- [PROBLEM]:
Look through the data that follows and copy each line with the string "edges".

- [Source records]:
*** Block opens ***

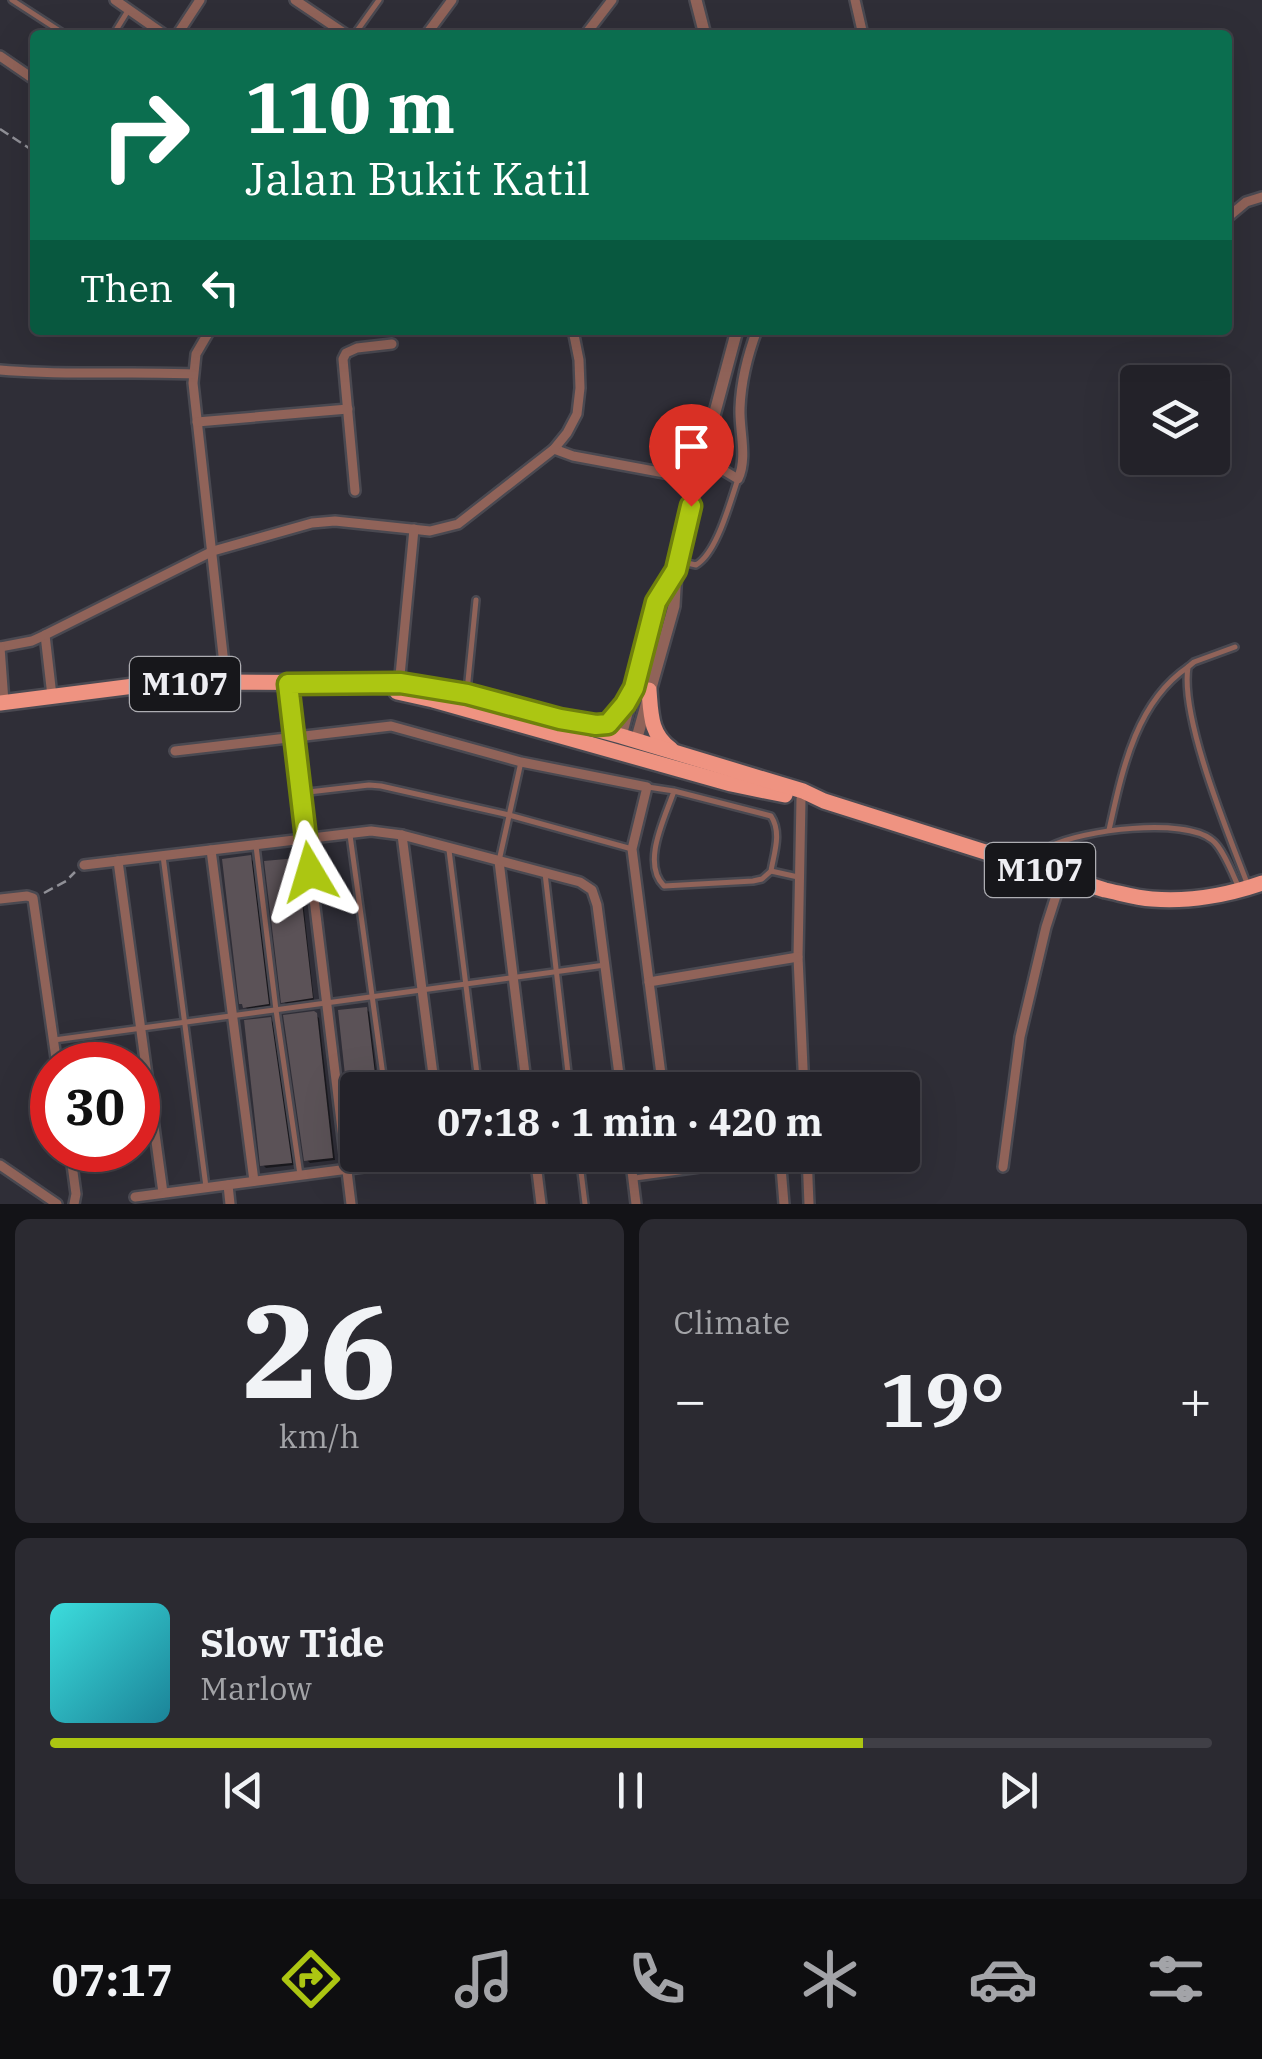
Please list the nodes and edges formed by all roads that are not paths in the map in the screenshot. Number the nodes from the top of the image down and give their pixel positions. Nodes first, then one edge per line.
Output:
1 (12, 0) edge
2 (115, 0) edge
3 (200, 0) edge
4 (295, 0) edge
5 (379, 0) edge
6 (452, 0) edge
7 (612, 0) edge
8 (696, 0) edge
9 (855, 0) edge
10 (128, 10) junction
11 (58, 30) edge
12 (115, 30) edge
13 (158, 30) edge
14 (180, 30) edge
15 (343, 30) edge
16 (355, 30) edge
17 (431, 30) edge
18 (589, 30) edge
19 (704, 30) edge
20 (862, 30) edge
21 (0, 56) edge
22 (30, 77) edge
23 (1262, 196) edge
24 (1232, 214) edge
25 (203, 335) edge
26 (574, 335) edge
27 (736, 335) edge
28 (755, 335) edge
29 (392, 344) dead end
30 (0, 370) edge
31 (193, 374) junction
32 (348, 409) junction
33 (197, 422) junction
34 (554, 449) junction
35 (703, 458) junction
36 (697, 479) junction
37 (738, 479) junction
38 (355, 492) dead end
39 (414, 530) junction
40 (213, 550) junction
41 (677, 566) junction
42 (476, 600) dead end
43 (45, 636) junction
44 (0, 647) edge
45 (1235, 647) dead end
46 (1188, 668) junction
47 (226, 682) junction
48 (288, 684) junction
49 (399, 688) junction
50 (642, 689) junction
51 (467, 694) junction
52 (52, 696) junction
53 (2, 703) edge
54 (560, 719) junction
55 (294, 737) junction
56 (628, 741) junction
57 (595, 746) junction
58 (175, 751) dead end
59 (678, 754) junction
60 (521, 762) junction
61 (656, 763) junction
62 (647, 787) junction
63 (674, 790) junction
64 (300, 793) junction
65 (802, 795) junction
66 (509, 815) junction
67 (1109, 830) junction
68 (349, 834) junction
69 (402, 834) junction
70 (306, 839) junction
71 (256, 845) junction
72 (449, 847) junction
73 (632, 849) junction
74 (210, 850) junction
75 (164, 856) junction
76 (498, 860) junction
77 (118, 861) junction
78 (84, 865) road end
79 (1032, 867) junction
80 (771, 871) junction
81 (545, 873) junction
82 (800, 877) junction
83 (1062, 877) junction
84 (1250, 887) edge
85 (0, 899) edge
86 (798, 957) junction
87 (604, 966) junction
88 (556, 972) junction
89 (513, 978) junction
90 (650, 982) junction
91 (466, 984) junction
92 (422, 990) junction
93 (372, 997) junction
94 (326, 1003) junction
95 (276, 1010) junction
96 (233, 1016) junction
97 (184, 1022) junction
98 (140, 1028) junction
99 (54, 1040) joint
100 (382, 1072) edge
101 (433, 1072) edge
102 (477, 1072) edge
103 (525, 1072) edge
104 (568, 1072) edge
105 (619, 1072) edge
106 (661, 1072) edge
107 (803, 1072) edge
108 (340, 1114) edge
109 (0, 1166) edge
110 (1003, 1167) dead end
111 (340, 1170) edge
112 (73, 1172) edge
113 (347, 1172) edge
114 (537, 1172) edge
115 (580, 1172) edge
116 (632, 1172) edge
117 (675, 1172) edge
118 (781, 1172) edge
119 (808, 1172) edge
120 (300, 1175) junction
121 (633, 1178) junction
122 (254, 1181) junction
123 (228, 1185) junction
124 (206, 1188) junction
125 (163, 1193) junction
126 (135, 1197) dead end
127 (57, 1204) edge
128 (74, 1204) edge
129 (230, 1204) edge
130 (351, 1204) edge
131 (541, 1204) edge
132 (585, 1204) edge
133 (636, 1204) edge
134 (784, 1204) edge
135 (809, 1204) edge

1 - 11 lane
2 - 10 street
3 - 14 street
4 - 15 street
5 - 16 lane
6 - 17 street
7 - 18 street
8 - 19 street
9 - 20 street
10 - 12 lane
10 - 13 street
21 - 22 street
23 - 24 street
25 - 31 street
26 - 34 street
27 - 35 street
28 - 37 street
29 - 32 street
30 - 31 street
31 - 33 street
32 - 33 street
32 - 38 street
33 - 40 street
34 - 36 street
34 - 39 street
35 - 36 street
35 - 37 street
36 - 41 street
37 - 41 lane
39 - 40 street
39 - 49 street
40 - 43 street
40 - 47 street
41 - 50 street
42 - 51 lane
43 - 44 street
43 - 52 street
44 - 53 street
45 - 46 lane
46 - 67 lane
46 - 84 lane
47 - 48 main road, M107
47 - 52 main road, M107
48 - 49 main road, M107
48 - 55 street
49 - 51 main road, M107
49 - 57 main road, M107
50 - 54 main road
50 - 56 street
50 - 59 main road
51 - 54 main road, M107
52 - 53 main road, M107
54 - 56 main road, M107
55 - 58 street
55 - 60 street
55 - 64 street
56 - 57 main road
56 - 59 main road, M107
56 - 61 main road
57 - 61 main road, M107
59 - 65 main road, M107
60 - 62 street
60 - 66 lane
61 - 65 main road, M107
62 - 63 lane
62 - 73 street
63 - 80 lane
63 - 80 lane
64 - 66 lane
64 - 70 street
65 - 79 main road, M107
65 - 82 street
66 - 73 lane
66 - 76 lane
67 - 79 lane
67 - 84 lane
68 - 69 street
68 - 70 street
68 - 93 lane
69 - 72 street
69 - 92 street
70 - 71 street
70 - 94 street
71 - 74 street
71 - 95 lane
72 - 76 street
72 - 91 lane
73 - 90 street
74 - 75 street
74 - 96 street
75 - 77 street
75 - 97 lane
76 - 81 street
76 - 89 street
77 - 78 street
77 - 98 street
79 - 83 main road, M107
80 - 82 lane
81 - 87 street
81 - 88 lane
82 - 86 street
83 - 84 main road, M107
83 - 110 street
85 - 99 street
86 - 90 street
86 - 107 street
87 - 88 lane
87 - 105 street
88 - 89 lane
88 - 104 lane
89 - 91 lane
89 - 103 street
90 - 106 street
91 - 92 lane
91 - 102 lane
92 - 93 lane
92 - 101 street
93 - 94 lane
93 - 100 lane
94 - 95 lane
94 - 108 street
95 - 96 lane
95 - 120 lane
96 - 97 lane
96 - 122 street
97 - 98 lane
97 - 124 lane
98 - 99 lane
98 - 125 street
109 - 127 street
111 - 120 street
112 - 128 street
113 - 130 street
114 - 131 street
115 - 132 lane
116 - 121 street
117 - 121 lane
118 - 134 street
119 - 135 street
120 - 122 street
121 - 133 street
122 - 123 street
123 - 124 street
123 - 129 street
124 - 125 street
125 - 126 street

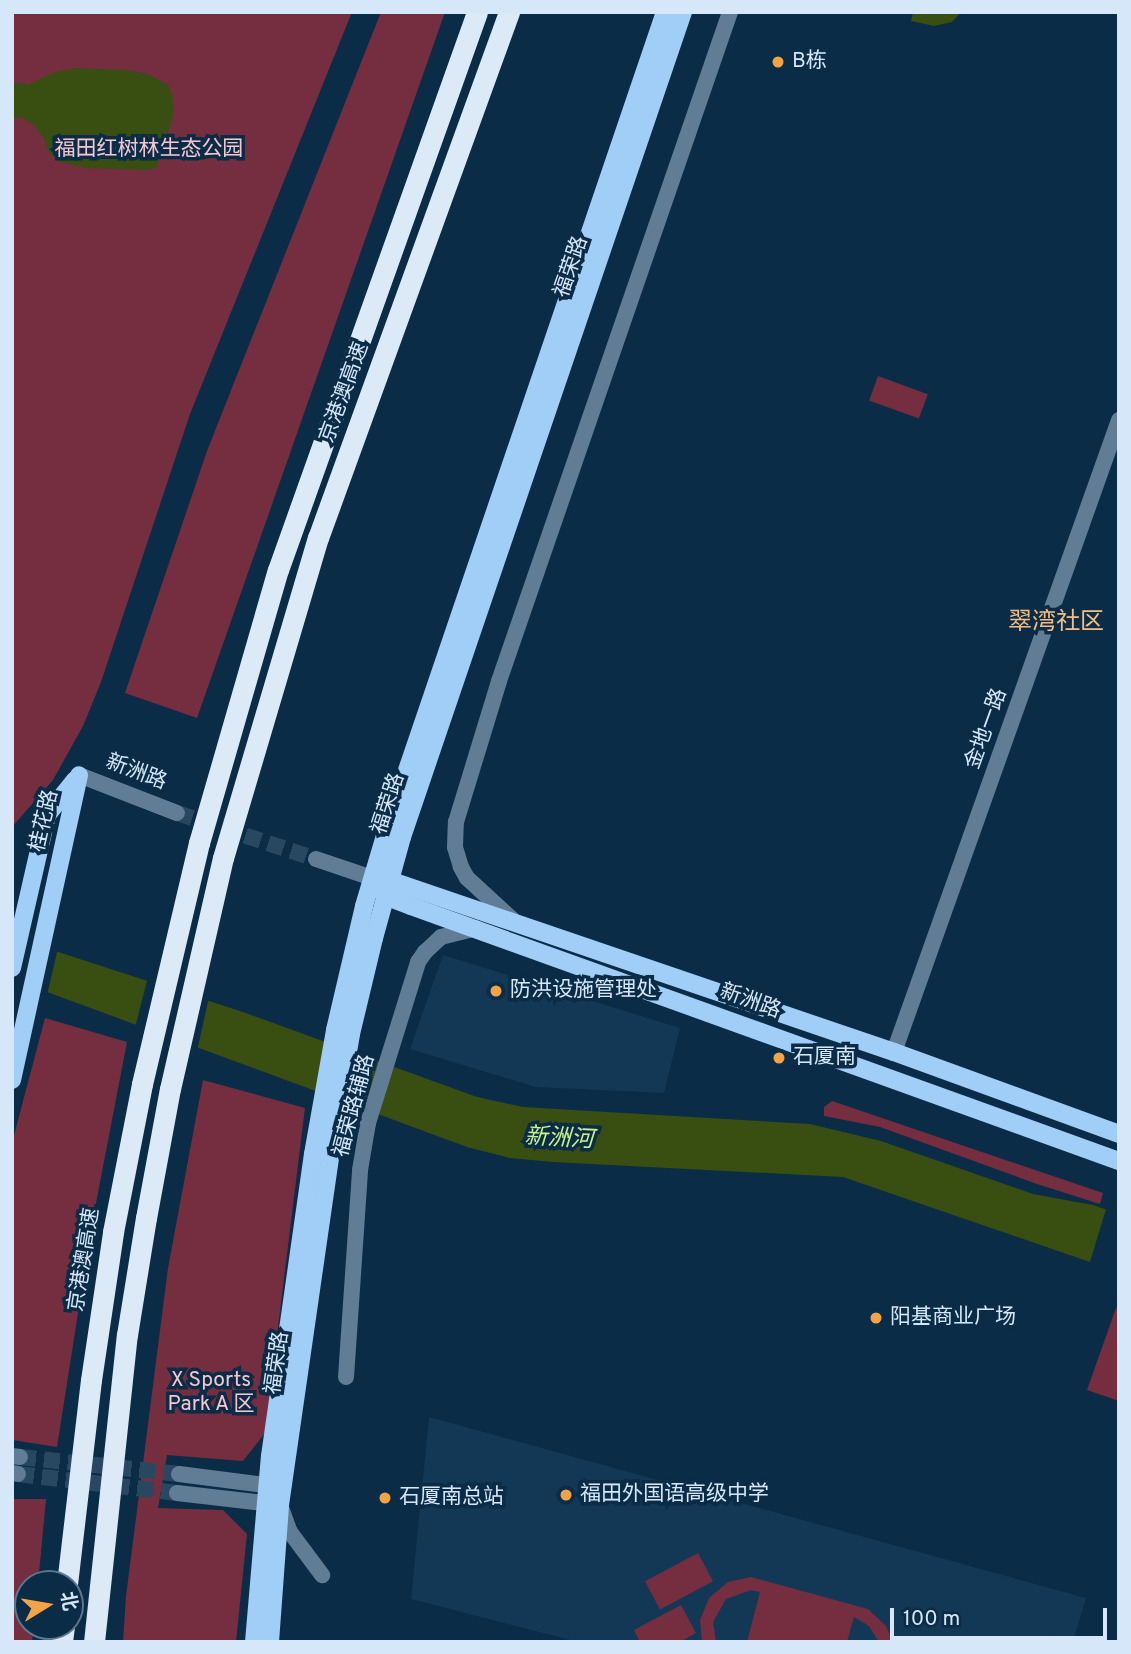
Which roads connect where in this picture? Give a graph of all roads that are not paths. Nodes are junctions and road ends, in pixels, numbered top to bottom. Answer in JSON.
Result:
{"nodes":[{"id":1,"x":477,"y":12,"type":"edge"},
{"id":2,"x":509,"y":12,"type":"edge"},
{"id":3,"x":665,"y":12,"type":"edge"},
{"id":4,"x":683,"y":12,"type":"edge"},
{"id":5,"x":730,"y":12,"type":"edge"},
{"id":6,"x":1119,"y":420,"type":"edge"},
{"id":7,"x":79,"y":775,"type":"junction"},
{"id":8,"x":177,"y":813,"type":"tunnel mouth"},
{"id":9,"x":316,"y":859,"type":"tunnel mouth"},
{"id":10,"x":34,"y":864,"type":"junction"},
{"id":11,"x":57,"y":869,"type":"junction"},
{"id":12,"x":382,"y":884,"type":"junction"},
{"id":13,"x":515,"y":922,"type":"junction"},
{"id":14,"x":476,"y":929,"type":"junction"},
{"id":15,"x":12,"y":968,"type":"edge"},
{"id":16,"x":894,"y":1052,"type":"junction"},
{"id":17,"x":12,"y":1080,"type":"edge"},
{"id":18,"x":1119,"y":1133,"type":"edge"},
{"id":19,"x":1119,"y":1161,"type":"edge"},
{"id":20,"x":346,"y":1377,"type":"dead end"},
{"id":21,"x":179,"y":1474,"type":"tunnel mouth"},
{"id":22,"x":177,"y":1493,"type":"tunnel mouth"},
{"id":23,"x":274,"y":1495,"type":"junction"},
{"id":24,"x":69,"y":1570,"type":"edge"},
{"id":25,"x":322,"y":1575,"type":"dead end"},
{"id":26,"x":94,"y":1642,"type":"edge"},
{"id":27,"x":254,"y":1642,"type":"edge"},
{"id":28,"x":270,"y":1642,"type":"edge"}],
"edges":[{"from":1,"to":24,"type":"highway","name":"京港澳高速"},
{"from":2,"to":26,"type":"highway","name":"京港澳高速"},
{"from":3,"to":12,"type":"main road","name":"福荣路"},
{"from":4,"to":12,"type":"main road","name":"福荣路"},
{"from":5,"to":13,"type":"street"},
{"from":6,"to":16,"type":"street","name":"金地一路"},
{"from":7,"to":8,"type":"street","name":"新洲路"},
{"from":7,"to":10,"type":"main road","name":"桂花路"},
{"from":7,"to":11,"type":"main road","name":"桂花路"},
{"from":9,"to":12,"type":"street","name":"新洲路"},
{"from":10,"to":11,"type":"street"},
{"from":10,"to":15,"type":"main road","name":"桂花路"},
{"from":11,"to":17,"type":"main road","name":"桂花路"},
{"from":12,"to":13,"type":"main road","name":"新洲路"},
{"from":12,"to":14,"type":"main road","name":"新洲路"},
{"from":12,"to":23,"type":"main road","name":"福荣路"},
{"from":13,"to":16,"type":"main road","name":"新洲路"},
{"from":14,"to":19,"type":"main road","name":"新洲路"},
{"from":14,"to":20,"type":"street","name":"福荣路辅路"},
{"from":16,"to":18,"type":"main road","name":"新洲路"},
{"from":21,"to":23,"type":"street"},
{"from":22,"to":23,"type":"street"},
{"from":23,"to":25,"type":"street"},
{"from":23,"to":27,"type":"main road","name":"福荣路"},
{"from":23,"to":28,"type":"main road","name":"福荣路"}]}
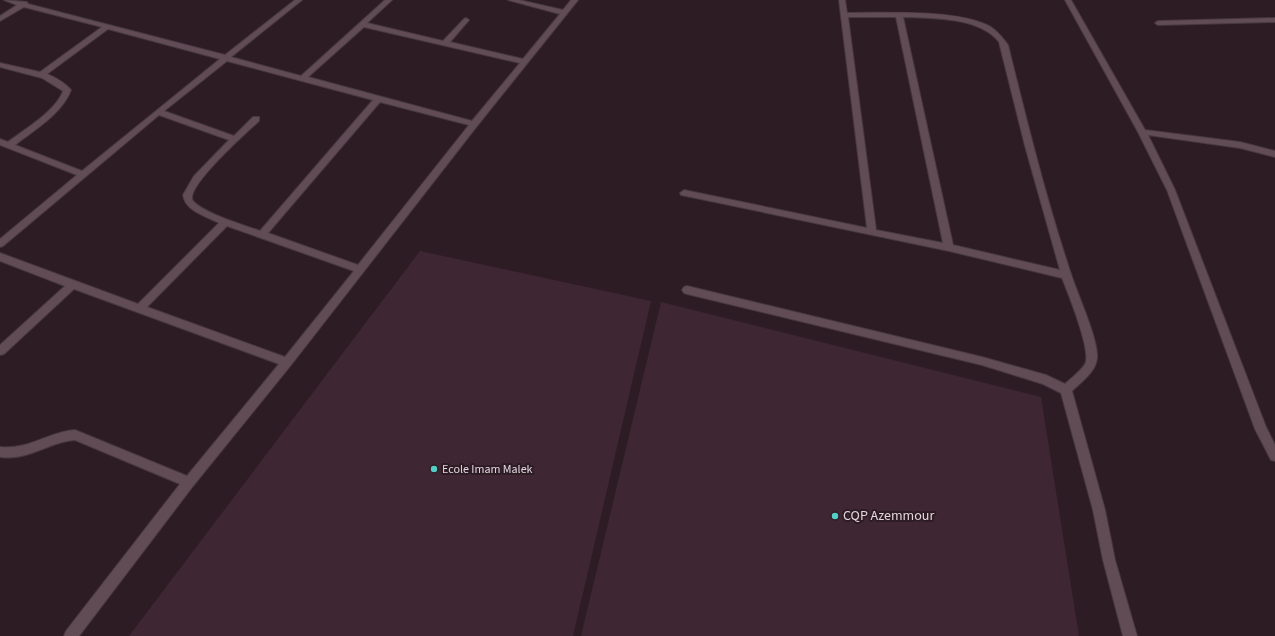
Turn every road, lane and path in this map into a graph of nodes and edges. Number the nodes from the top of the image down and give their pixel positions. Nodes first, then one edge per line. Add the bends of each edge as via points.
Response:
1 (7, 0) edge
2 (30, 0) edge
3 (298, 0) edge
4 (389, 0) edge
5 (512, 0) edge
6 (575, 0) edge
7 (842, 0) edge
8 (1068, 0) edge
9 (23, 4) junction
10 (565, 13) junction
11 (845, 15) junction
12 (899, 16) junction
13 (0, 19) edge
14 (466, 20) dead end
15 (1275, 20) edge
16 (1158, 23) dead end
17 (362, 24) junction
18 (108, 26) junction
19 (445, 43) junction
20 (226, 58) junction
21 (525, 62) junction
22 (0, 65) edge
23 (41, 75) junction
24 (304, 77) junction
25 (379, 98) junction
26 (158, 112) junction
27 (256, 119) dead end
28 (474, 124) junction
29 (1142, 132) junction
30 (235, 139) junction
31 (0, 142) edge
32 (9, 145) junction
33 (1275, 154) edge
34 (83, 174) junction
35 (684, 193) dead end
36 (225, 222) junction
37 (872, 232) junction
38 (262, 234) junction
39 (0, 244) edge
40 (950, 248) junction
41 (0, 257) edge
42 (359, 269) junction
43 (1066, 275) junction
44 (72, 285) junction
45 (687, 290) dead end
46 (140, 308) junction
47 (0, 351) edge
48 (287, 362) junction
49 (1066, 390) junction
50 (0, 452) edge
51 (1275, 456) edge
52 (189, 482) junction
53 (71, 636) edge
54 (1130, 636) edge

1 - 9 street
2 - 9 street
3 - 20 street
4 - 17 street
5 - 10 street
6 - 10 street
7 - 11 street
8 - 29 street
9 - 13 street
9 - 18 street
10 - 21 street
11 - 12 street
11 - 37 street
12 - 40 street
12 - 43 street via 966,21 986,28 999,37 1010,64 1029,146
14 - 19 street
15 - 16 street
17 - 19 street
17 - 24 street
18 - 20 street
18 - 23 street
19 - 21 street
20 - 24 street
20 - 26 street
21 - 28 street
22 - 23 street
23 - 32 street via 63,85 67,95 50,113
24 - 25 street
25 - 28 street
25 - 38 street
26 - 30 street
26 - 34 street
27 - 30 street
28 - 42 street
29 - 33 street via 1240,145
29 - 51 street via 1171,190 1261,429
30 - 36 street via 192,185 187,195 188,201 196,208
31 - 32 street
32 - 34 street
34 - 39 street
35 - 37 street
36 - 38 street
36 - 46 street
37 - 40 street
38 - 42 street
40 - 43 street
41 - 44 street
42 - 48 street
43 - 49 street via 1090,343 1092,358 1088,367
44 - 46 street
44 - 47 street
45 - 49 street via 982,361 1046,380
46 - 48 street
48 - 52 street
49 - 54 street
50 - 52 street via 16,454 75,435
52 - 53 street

*** Block closes ***

- [SOLUTION BELOW]:
Please list the nodes and edges formed by all roads that are not paths in the map in the screenshot. Number the nodes from the top of the image down and give their pixel positions. Nodes first, then one edge per line.
"edges":[{"from":1,"to":24,"type":"highway","name":"京港澳高速"},
Turn every road, lane and path in this map into a graph of nodes and edges. Number the nodes from the top of the image down and give their pixel positions. Nodes first, then one edge per line. Add the bends of each edge as via points.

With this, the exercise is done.